Miro el reloj con el beneplácito de saber que llegué puntual a mi cita. El microbio, virus, bacteria, bicho, etcétera que en esos momentos me hace la vida imposible, tiene sus minutos contados. Con ese tipo de atención se me olvida que estoy enfermo. El encanto se esfuma repentinamente cuando el teléfono suena, la “secre” contesta y dice: “No te preocupes, tú vente y yo me encargo de que mi jefe te atienda de inmediato” o cuando utiliza su don espiritual, mismo que le da la facultad de saber con exagerada precisión quién necesita pasar primero para ser auscultado sin importar el orden estricto de las citas. 

En este caso sí debe intervenir el sentido común, porque muchas veces tenemos que aceptar que los niños, los ancianos y las mujeres son primero, dependiendo de la gravedad de la enfermedad, que como dije, la secretaria infalible se adjudica la tarea de identificar. Todo el orden se rompe, de nada vale la puntualidad.
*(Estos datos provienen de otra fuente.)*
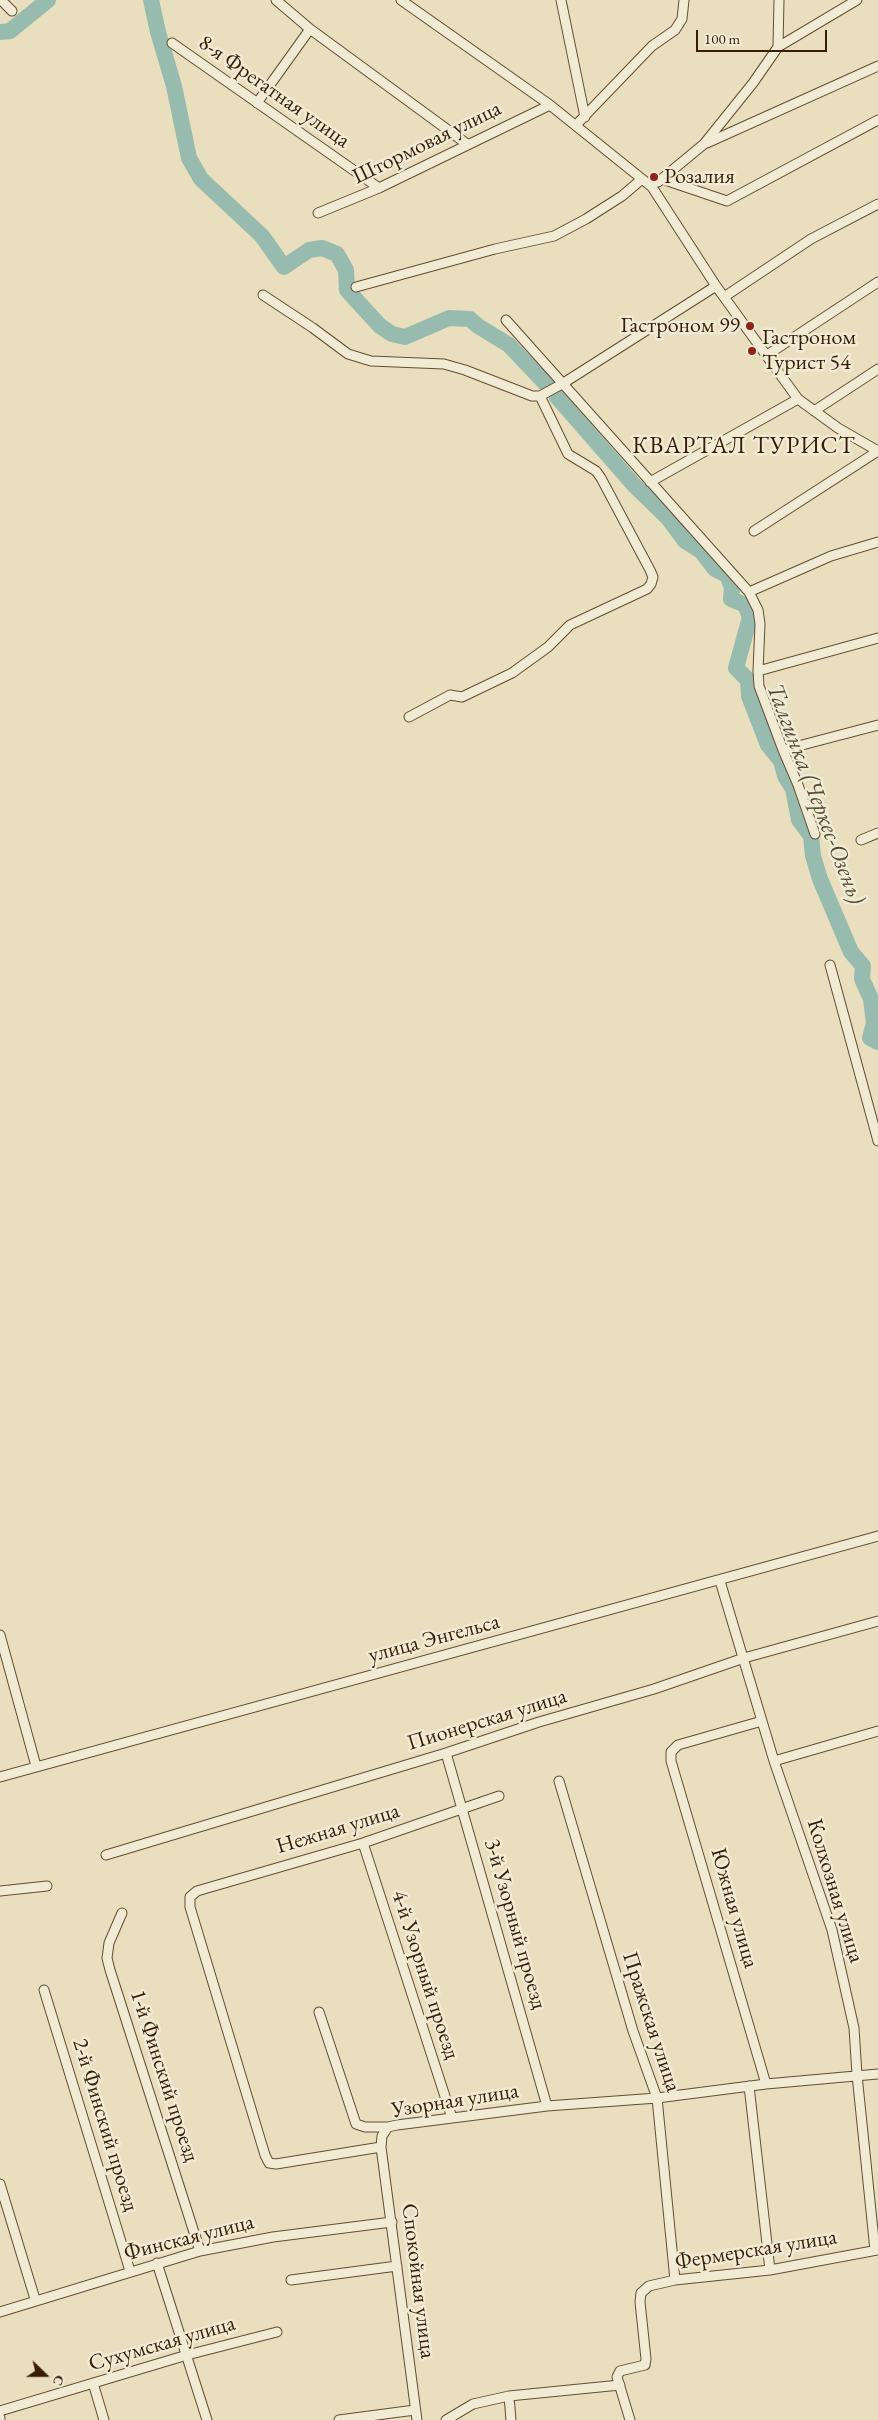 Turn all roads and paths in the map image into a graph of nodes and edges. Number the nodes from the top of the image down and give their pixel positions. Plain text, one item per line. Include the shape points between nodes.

Este tipo de situaciones se da en todos los ámbitos: lo mismo para tramitar un pasaporte, una aclaración en el banco, una comida, una junta de trabajo o un papeleo en cualquier oficina de gobierno. Tenemos esa maldita costumbre de decir: “nos vemos entre 5 y 6 de la tarde” y llegamos a las 6. Inventamos cualquier pretexto para justificar nuestro retardo, como el que había mucho tráfico, nos topamos con una manifestación, se enfermó fulano de tal, etcétera. 

¿Qué necesitamos para que respeten nuestro tiempo y respetar el de los demás? ¿Sirven de algo las citas anticipadas? ¿Es beneficioso llegar temprano o a tiempo?
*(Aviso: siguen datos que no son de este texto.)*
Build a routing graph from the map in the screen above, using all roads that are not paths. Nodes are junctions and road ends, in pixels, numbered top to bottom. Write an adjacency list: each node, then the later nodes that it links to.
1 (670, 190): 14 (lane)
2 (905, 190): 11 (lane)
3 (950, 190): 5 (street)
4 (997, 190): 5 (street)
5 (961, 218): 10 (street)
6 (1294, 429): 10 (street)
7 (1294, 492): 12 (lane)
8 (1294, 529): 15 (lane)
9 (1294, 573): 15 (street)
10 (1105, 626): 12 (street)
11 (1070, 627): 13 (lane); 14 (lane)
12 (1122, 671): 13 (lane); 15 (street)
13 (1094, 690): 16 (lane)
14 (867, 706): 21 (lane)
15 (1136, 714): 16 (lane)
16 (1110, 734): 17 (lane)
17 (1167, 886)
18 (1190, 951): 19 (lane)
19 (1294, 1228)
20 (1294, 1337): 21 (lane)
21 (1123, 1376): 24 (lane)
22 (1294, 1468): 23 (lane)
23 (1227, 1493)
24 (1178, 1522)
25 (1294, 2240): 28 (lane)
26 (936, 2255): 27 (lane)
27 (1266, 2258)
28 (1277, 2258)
Vivimos con la falsa idea de que lo que hacemos nosotros es más importante que lo que hacen los demás. Nadie tiene más urgencia que uno, nadie está más enfermo que uno, todos nuestros pretextos son realmente una justificación válida para excusarnos y nos autoengañamos pensando en que todo mundo tiene la obligación de esperarnos. Al paso que vamos será muy difícil coincidir con alguien a determinada hora, pero lo más triste de todo es que he llegado a la conclusión de que para lo único que tenemos tiempo es para decir que no tenemos tiempo.